A shows a pre-operative X-ray of a long revision stem that failed due to aseptic loosening. B, C show a subsidence of 4.8 mm during the first 4 months after surgery. The patient referred to weight-bearing pain on the anterolateral side during the last three months. At the 5th month of FU, a CT scan was made due to the persistence of pain along the thigh (D), and a Vancouver type B1 fracture at the tip of the stem was detected (red ellipse). The patient was treated with ORIF with a plate, cerclages, and screws. The 12 months FU X-ray control shows complete healing of the fracture and a subsidence of 3 mm compared to the subsidence at the moment the fracture was detected (E). Almost no more subsidence was recorded 24 months after surgery (F). FU follow-up; CT computer tomography; ORIF open reduction internal fixation

Our study has some limitations. To begin with, the revisions were performed by different surgeons. Although the surgeons are extensively trained and high-volume revision hip surgeons, there is a possibility of bias. A single surgeon design would have been better to minimize confounding factors. On the other hand, having multiple surgeons in the study increases the ecological validity of the outcome. Moreover, our follow-up was relatively short even though it was comparable with other publications. Nonetheless, we do not expect that a follow-up longer than 2 years would have changed the outcomes in terms of subsidence over time. Finally, in our cohort, full and femur-only revisions were included. In some cases, the presence of a contemporary cup revision could have potentially covered any eventual complications coming from a possible stem malposition.

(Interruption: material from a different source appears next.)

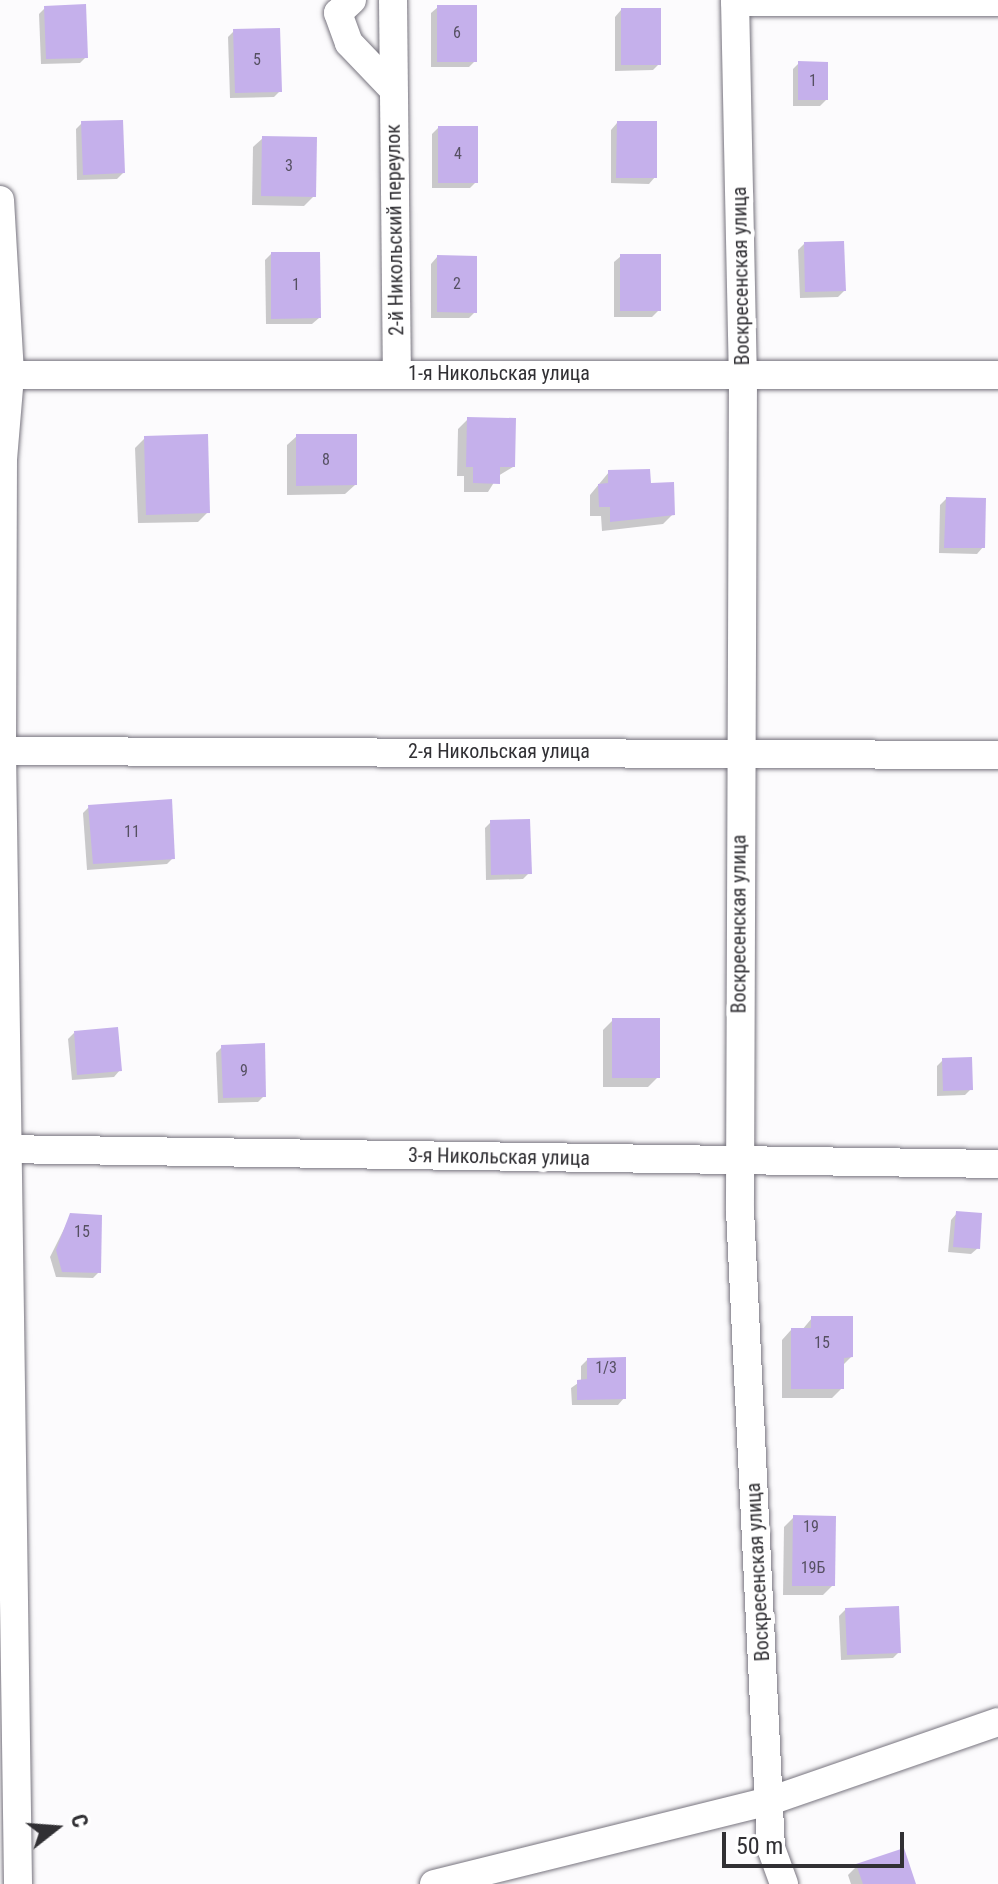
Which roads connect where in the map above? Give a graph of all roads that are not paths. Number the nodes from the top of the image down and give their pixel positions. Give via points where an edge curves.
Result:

Based on this study, we can state that the use of this SLCT stems in the setting of femoral stem revisions with a type I–II Paprosky defect is safe and effective with good clinical results, especially in the perspective of saving the isthmus and the remaining part of the diaphysis which could be useful to have intact to face eventual future re-revisions. Despite everything, even if limited bone loss is present, there are some situations where we do not recommend its use, and these are: the previously extracted stem was cemented, the intramedullary diameter of the proximal femoral canal (above the isthmus) is > 22 mm, a femoral window/fissure was made at the apex of the previous stem to extract it, and in the setting of a re-revision (or multiple hip surgeries) where the previously extracted stem was a long revision stem already engaging the isthmus.

Conclusions

The use of a primary SLCT stem in rTHA with Paprosky types I–II femoral bone defects demonstrated good survival with low subsidence rates during the first 2 years after surgery. Satisfactory clinical and functional outcomes were also achieved while preserving the bone stock at the femoral isthmus. Thanks to these encouraging results, we recommend that this primary conical cementless stem be considered as a potential treatment during stem revision in limited femoral bone loss.